What you are asked to do — In the records below, find each line containing the word "Road" and copy it.

Entries provided Start Marker

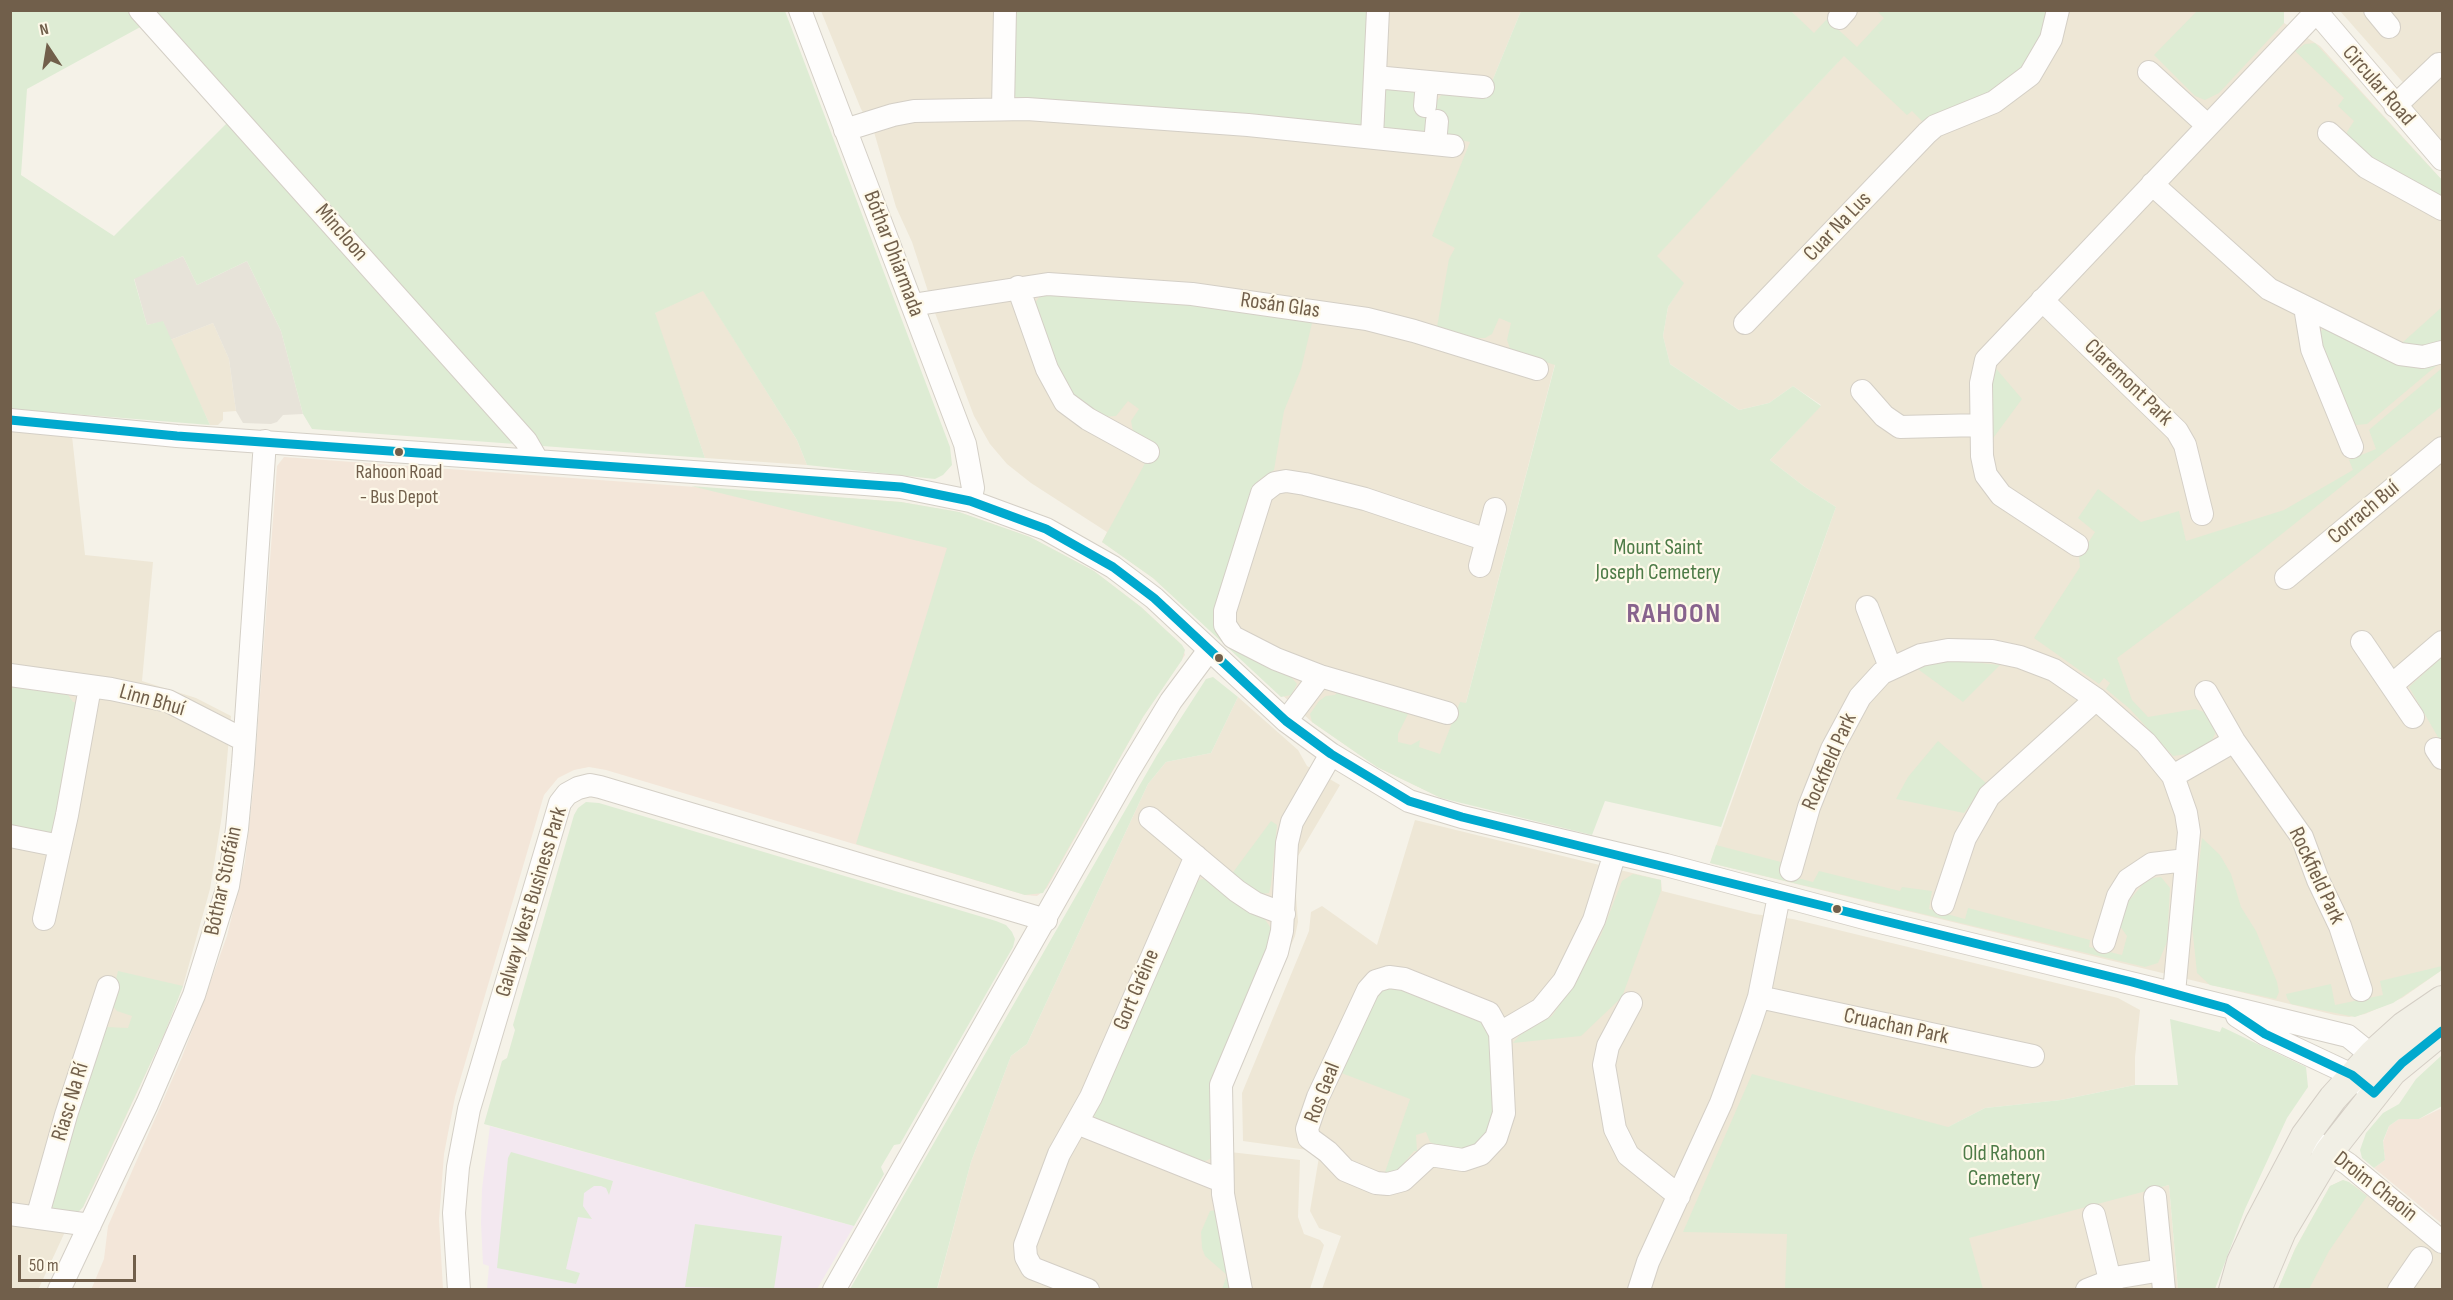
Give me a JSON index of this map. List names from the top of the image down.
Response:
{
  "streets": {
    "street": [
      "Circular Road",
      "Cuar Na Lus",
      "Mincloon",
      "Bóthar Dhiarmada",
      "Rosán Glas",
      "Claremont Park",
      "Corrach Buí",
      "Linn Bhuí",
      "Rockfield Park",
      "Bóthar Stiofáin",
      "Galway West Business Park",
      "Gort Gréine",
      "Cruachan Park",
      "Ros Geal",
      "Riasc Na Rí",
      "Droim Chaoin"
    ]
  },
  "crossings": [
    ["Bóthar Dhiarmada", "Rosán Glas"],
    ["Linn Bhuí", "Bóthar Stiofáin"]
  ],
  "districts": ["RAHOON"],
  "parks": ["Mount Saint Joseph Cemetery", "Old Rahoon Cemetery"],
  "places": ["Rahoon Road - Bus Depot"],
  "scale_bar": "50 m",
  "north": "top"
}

Entries provided End Marker

Response below —
      "Circular Road",
  "places": ["Rahoon Road - Bus Depot"],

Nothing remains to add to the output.